Comment rendre les villes gabonaises plus rayonnantes ?la question était au cœur d’une séance de travail présidée par le Premier ministre, Julien Nkoghe Bekale, ce 14 mai 2020.
L’objectif de cette rencontre à laquelle ont pris part plusieurs membres du gouvernement, ainsi que le maire de Libreville, Jean Léandre Nzue et le Haut-commissaire à l’Environnement, Yannick Georges Sonnet Ongonwou a consisté en la mise en place des plans d’actions, destinés à rendre le cadre de vie des cités gabonaises plus agréables.

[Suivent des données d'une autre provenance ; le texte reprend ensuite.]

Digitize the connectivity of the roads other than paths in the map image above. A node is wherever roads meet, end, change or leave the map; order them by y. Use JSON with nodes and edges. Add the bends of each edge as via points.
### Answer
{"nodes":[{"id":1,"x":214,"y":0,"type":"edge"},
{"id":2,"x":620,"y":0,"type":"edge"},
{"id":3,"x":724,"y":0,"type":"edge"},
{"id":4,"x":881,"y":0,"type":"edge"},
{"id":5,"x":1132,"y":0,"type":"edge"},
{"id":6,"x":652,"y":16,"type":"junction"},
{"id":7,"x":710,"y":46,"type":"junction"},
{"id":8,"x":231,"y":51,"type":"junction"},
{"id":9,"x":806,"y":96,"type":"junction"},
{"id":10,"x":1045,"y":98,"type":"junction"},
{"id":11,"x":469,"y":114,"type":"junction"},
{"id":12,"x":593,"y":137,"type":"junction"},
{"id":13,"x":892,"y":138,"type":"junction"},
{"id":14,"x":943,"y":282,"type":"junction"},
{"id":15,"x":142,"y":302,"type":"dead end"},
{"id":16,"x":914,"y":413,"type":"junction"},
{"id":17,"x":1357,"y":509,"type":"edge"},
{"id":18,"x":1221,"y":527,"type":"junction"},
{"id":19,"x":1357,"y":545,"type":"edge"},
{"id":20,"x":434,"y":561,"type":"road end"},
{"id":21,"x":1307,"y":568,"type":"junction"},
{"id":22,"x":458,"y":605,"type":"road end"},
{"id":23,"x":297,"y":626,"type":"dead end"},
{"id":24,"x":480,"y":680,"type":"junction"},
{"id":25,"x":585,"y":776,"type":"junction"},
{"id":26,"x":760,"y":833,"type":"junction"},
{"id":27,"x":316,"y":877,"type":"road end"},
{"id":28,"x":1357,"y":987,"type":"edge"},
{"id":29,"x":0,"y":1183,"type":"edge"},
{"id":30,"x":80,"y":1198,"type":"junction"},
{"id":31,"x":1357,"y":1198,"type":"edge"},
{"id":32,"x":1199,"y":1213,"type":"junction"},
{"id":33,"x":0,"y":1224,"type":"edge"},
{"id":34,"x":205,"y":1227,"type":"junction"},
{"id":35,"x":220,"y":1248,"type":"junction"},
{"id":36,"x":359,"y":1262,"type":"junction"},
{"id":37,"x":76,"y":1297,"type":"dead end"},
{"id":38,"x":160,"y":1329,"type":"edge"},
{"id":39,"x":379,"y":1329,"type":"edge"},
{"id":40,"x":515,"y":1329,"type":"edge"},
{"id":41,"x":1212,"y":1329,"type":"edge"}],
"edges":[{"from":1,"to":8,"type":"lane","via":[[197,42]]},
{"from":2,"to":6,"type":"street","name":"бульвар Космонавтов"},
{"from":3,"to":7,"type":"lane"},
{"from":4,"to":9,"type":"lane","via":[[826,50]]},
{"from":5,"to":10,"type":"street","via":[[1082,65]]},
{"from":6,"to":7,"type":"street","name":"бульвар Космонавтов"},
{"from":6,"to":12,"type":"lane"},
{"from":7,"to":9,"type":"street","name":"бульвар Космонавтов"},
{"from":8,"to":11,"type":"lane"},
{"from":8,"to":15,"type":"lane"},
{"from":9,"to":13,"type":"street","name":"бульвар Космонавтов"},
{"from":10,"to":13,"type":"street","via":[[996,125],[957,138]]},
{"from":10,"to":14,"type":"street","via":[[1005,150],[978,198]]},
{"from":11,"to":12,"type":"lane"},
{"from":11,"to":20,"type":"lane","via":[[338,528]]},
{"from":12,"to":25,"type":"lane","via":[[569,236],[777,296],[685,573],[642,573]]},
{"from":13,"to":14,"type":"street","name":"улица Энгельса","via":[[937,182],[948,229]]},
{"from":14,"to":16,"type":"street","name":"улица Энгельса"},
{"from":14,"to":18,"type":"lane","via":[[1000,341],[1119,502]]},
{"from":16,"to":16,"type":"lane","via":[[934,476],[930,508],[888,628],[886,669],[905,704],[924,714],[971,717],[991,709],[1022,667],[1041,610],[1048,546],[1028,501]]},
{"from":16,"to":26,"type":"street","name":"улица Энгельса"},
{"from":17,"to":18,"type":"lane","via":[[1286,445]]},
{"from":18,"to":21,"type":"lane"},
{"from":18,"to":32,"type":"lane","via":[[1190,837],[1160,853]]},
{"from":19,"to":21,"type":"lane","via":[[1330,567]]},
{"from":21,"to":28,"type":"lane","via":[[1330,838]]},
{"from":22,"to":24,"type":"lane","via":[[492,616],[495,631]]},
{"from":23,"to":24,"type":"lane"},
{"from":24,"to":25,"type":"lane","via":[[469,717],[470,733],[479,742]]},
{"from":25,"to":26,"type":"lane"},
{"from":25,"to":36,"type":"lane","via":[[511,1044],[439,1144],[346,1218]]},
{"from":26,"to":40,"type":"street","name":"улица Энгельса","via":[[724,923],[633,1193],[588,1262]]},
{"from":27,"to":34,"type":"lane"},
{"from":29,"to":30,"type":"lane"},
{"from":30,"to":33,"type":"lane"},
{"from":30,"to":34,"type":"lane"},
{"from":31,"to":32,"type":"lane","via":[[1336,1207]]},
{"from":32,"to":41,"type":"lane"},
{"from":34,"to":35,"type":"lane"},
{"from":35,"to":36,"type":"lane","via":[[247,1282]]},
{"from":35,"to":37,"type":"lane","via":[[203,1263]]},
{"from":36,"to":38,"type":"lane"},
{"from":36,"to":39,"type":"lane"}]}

De façon concrète, ce plan d’action se fera à court, moyen et long terme et dans plusieurs domaines. Ainsi, le ministre des Travaux publics a indiqué que son département poursuit le projet UKEF (United Kingdom Export Finance), protocole d’accord signé en juin 2019 à Madrid, entre l’Etat gabonais et UKEF. Lequel consistait à la réhabilitation de 80 km de voiries.
Ainsi, les travaux en cours de réalisation dans plusieurs artères de la capitale gabonaise et qui découlent de ce protocole d’accord, se feront en deux phases : une première qui a déjà été exécutée par l’entreprise adjudicataire, soit 58 voies pour une longueur de 32, 25 km et un tronçon supplémentaire de 13 km. Les travaux de la deuxième phase, a indiqué le responsable de ce département se feront dans quelques semaines.

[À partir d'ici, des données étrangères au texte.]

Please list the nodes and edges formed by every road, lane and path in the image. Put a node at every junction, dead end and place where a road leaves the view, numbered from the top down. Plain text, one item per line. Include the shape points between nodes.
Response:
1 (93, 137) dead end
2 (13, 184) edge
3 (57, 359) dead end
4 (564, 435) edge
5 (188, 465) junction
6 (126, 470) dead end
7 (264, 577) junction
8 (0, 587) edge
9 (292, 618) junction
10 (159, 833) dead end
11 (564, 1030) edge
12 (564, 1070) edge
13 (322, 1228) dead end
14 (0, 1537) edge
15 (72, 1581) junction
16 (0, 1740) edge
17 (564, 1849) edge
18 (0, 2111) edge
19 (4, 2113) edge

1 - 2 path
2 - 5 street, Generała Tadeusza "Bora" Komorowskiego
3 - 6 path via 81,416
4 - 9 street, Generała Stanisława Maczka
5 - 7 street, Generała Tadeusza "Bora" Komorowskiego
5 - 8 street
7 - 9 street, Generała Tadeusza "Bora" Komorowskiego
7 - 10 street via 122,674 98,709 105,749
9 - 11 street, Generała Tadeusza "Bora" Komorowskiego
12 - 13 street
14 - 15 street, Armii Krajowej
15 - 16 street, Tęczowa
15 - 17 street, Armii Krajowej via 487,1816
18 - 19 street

Dans le domaine de la santé, le ministre Max Limoukou s’active actuellement sur un programme de désinfection et de dératisation des rues et ruelles de la capitale gabonaise. Dans le même temps, son collègue de l’Environnement, Lee White a indiqué qu’un travail sur les normes est déjà entamé par ses services.

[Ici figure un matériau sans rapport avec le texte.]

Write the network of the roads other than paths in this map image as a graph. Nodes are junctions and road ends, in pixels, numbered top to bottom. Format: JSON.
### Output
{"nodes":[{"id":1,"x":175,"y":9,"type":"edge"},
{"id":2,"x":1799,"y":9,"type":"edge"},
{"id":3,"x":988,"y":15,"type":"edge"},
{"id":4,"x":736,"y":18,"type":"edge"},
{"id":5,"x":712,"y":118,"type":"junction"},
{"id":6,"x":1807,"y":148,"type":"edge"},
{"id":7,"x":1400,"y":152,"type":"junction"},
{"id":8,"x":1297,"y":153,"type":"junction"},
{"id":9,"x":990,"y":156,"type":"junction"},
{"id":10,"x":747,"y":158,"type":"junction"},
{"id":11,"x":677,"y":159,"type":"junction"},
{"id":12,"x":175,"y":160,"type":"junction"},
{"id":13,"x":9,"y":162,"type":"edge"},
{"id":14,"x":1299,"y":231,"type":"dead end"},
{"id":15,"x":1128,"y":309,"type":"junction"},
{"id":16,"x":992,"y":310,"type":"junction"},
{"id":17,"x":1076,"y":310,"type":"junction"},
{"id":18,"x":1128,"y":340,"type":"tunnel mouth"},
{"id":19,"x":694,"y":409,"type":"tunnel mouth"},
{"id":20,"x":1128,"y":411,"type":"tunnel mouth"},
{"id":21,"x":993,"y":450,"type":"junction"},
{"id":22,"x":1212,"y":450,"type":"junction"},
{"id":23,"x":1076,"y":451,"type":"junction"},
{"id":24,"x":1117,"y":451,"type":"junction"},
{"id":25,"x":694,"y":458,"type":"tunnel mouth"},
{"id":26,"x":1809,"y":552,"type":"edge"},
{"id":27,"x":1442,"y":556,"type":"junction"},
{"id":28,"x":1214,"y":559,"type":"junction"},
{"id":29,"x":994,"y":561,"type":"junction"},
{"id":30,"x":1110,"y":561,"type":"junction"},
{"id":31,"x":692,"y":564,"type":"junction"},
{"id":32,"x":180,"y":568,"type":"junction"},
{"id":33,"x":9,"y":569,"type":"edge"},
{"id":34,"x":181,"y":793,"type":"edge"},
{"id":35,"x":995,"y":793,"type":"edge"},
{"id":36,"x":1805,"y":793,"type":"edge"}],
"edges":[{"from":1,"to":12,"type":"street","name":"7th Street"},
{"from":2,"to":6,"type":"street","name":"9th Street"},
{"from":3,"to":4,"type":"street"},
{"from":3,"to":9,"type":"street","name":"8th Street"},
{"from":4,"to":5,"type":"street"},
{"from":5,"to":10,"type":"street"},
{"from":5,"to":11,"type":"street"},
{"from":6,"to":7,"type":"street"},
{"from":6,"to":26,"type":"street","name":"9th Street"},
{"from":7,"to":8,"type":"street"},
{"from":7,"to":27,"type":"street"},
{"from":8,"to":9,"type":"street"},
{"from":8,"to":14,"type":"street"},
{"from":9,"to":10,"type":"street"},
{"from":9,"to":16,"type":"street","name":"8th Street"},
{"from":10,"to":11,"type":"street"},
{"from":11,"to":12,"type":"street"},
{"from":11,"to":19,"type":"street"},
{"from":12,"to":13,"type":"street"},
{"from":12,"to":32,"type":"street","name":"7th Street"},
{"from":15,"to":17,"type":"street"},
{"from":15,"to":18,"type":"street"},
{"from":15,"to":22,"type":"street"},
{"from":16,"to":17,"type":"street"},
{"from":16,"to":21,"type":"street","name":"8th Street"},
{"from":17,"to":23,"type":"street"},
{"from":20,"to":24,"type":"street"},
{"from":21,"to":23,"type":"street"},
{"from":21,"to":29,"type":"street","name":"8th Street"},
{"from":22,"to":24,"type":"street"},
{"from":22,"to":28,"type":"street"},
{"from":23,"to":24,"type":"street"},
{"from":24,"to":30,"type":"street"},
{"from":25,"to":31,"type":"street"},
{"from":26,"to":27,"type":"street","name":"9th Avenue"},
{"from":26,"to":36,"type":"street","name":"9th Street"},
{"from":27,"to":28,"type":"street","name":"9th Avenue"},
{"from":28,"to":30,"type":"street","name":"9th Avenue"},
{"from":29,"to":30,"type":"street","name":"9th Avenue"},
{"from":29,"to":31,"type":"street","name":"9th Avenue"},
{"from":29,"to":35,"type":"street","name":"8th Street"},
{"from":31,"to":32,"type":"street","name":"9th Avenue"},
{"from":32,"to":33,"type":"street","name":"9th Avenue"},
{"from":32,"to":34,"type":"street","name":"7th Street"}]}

Quant à la mairie de Libreville, représentée par son titulaire, Jean Léandre Nzue, elle s’occupera de sa propreté, c’est-à-dire, de la collecte des ordures ménagères, du balayage et du désherbage. A cet effet, l’édile de la capitale a indiqué que la création d’une fourrière, la mise en place de 10 toilettes publiques dans chaque arrondissement et le recrutement de plusieurs jeunes Gabonais, en vue de la collecte des ordures ménagères dans les quartiers sous-intégrés sont déjà programmés.